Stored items
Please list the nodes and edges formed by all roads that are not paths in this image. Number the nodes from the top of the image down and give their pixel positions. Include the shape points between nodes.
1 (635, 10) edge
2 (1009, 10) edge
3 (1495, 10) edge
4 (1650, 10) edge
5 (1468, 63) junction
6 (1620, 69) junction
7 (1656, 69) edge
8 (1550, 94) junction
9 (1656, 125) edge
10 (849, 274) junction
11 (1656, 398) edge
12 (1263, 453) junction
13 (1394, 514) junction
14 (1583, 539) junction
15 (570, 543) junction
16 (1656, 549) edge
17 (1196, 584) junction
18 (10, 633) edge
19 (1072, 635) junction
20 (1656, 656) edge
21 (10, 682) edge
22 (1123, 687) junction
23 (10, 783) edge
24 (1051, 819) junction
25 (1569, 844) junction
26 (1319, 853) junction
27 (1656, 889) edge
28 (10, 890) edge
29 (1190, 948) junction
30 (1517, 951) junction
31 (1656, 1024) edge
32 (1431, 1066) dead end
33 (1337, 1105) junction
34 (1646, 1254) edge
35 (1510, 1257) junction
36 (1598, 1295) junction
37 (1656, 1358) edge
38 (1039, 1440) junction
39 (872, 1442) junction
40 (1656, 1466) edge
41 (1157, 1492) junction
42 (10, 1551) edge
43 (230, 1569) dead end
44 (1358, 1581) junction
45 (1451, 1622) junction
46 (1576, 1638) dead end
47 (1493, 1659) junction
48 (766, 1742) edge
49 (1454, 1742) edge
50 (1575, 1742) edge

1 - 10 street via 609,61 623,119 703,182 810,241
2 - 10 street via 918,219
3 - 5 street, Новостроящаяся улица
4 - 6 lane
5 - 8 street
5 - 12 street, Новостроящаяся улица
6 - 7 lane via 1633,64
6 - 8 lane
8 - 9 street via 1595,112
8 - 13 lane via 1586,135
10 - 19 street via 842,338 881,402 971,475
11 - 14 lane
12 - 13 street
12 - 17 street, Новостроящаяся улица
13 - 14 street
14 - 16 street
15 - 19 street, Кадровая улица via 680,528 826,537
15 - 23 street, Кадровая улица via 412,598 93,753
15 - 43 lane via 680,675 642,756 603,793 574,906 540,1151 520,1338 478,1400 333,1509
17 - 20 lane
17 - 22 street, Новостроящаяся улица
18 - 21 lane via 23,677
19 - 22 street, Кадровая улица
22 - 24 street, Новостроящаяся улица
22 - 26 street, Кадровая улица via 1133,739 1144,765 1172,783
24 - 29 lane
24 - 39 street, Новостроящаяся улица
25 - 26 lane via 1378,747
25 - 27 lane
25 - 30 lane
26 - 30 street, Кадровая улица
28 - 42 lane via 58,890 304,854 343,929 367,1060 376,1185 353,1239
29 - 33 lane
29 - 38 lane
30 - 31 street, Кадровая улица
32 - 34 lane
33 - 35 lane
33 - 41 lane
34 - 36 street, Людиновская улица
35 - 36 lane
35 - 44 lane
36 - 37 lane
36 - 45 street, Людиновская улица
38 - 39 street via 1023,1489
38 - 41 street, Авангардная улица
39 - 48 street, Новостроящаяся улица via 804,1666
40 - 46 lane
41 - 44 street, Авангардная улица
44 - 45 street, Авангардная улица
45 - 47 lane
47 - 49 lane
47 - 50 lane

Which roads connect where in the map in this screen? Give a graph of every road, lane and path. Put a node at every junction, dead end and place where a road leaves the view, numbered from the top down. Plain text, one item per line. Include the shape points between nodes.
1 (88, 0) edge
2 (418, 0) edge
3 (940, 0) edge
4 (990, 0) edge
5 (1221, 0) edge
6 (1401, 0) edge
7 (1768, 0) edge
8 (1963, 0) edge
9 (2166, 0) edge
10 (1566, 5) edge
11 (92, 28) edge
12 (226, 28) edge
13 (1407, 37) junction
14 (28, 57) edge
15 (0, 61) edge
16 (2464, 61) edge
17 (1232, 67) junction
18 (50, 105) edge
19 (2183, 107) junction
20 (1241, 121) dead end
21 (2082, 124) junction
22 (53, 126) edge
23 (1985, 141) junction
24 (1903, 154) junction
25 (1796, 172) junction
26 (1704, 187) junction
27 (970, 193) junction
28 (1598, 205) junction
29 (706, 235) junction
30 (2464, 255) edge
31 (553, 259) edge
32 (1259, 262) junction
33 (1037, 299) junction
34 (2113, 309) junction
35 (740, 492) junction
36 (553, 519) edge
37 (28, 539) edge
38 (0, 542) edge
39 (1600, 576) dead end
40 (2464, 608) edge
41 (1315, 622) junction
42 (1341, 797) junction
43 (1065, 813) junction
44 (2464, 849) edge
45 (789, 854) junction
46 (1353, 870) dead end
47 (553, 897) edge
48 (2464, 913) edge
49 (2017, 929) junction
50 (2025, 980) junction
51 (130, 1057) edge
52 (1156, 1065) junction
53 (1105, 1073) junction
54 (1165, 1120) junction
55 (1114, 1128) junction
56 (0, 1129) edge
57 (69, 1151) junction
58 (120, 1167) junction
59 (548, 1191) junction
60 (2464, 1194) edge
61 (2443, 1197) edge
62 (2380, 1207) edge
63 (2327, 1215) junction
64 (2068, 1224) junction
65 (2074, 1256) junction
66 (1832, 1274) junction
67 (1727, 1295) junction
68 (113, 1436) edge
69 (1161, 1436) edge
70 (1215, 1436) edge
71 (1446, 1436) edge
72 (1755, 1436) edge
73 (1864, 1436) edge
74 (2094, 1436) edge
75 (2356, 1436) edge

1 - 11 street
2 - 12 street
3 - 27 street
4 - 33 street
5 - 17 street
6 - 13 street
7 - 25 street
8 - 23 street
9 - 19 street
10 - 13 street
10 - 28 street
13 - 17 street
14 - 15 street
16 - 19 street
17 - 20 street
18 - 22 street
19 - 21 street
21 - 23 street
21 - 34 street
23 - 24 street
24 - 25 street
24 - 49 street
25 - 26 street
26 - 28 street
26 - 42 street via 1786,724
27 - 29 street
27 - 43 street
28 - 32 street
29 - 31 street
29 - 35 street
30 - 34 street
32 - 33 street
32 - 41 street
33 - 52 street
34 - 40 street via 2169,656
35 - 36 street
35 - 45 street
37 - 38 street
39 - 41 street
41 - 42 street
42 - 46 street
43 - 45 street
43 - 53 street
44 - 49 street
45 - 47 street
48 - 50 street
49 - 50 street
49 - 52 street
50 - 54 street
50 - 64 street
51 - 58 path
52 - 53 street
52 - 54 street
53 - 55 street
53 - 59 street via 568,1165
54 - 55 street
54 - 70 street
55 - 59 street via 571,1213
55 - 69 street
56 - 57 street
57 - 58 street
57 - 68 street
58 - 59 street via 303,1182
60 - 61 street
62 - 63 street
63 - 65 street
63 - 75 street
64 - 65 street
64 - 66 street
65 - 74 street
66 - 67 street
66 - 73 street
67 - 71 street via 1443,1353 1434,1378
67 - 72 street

### [EXERCISE AIM]
Once you have read the entries above, copy them out exactly as they were given.

### [RESPONSE AREA]
Please list the nodes and edges formed by all roads that are not paths in this image. Number the nodes from the top of the image down and give their pixel positions. Include the shape points between nodes.
1 (635, 10) edge
2 (1009, 10) edge
3 (1495, 10) edge
4 (1650, 10) edge
5 (1468, 63) junction
6 (1620, 69) junction
7 (1656, 69) edge
8 (1550, 94) junction
9 (1656, 125) edge
10 (849, 274) junction
11 (1656, 398) edge
12 (1263, 453) junction
13 (1394, 514) junction
14 (1583, 539) junction
15 (570, 543) junction
16 (1656, 549) edge
17 (1196, 584) junction
18 (10, 633) edge
19 (1072, 635) junction
20 (1656, 656) edge
21 (10, 682) edge
22 (1123, 687) junction
23 (10, 783) edge
24 (1051, 819) junction
25 (1569, 844) junction
26 (1319, 853) junction
27 (1656, 889) edge
28 (10, 890) edge
29 (1190, 948) junction
30 (1517, 951) junction
31 (1656, 1024) edge
32 (1431, 1066) dead end
33 (1337, 1105) junction
34 (1646, 1254) edge
35 (1510, 1257) junction
36 (1598, 1295) junction
37 (1656, 1358) edge
38 (1039, 1440) junction
39 (872, 1442) junction
40 (1656, 1466) edge
41 (1157, 1492) junction
42 (10, 1551) edge
43 (230, 1569) dead end
44 (1358, 1581) junction
45 (1451, 1622) junction
46 (1576, 1638) dead end
47 (1493, 1659) junction
48 (766, 1742) edge
49 (1454, 1742) edge
50 (1575, 1742) edge

1 - 10 street via 609,61 623,119 703,182 810,241
2 - 10 street via 918,219
3 - 5 street, Новостроящаяся улица
4 - 6 lane
5 - 8 street
5 - 12 street, Новостроящаяся улица
6 - 7 lane via 1633,64
6 - 8 lane
8 - 9 street via 1595,112
8 - 13 lane via 1586,135
10 - 19 street via 842,338 881,402 971,475
11 - 14 lane
12 - 13 street
12 - 17 street, Новостроящаяся улица
13 - 14 street
14 - 16 street
15 - 19 street, Кадровая улица via 680,528 826,537
15 - 23 street, Кадровая улица via 412,598 93,753
15 - 43 lane via 680,675 642,756 603,793 574,906 540,1151 520,1338 478,1400 333,1509
17 - 20 lane
17 - 22 street, Новостроящаяся улица
18 - 21 lane via 23,677
19 - 22 street, Кадровая улица
22 - 24 street, Новостроящаяся улица
22 - 26 street, Кадровая улица via 1133,739 1144,765 1172,783
24 - 29 lane
24 - 39 street, Новостроящаяся улица
25 - 26 lane via 1378,747
25 - 27 lane
25 - 30 lane
26 - 30 street, Кадровая улица
28 - 42 lane via 58,890 304,854 343,929 367,1060 376,1185 353,1239
29 - 33 lane
29 - 38 lane
30 - 31 street, Кадровая улица
32 - 34 lane
33 - 35 lane
33 - 41 lane
34 - 36 street, Людиновская улица
35 - 36 lane
35 - 44 lane
36 - 37 lane
36 - 45 street, Людиновская улица
38 - 39 street via 1023,1489
38 - 41 street, Авангардная улица
39 - 48 street, Новостроящаяся улица via 804,1666
40 - 46 lane
41 - 44 street, Авангардная улица
44 - 45 street, Авангардная улица
45 - 47 lane
47 - 49 lane
47 - 50 lane

Which roads connect where in the map in this screen? Give a graph of every road, lane and path. Put a node at every junction, dead end and place where a road leaves the view, numbered from the top down. Plain text, one item per line. Include the shape points between nodes.
1 (88, 0) edge
2 (418, 0) edge
3 (940, 0) edge
4 (990, 0) edge
5 (1221, 0) edge
6 (1401, 0) edge
7 (1768, 0) edge
8 (1963, 0) edge
9 (2166, 0) edge
10 (1566, 5) edge
11 (92, 28) edge
12 (226, 28) edge
13 (1407, 37) junction
14 (28, 57) edge
15 (0, 61) edge
16 (2464, 61) edge
17 (1232, 67) junction
18 (50, 105) edge
19 (2183, 107) junction
20 (1241, 121) dead end
21 (2082, 124) junction
22 (53, 126) edge
23 (1985, 141) junction
24 (1903, 154) junction
25 (1796, 172) junction
26 (1704, 187) junction
27 (970, 193) junction
28 (1598, 205) junction
29 (706, 235) junction
30 (2464, 255) edge
31 (553, 259) edge
32 (1259, 262) junction
33 (1037, 299) junction
34 (2113, 309) junction
35 (740, 492) junction
36 (553, 519) edge
37 (28, 539) edge
38 (0, 542) edge
39 (1600, 576) dead end
40 (2464, 608) edge
41 (1315, 622) junction
42 (1341, 797) junction
43 (1065, 813) junction
44 (2464, 849) edge
45 (789, 854) junction
46 (1353, 870) dead end
47 (553, 897) edge
48 (2464, 913) edge
49 (2017, 929) junction
50 (2025, 980) junction
51 (130, 1057) edge
52 (1156, 1065) junction
53 (1105, 1073) junction
54 (1165, 1120) junction
55 (1114, 1128) junction
56 (0, 1129) edge
57 (69, 1151) junction
58 (120, 1167) junction
59 (548, 1191) junction
60 (2464, 1194) edge
61 (2443, 1197) edge
62 (2380, 1207) edge
63 (2327, 1215) junction
64 (2068, 1224) junction
65 (2074, 1256) junction
66 (1832, 1274) junction
67 (1727, 1295) junction
68 (113, 1436) edge
69 (1161, 1436) edge
70 (1215, 1436) edge
71 (1446, 1436) edge
72 (1755, 1436) edge
73 (1864, 1436) edge
74 (2094, 1436) edge
75 (2356, 1436) edge

1 - 11 street
2 - 12 street
3 - 27 street
4 - 33 street
5 - 17 street
6 - 13 street
7 - 25 street
8 - 23 street
9 - 19 street
10 - 13 street
10 - 28 street
13 - 17 street
14 - 15 street
16 - 19 street
17 - 20 street
18 - 22 street
19 - 21 street
21 - 23 street
21 - 34 street
23 - 24 street
24 - 25 street
24 - 49 street
25 - 26 street
26 - 28 street
26 - 42 street via 1786,724
27 - 29 street
27 - 43 street
28 - 32 street
29 - 31 street
29 - 35 street
30 - 34 street
32 - 33 street
32 - 41 street
33 - 52 street
34 - 40 street via 2169,656
35 - 36 street
35 - 45 street
37 - 38 street
39 - 41 street
41 - 42 street
42 - 46 street
43 - 45 street
43 - 53 street
44 - 49 street
45 - 47 street
48 - 50 street
49 - 50 street
49 - 52 street
50 - 54 street
50 - 64 street
51 - 58 path
52 - 53 street
52 - 54 street
53 - 55 street
53 - 59 street via 568,1165
54 - 55 street
54 - 70 street
55 - 59 street via 571,1213
55 - 69 street
56 - 57 street
57 - 58 street
57 - 68 street
58 - 59 street via 303,1182
60 - 61 street
62 - 63 street
63 - 65 street
63 - 75 street
64 - 65 street
64 - 66 street
65 - 74 street
66 - 67 street
66 - 73 street
67 - 71 street via 1443,1353 1434,1378
67 - 72 street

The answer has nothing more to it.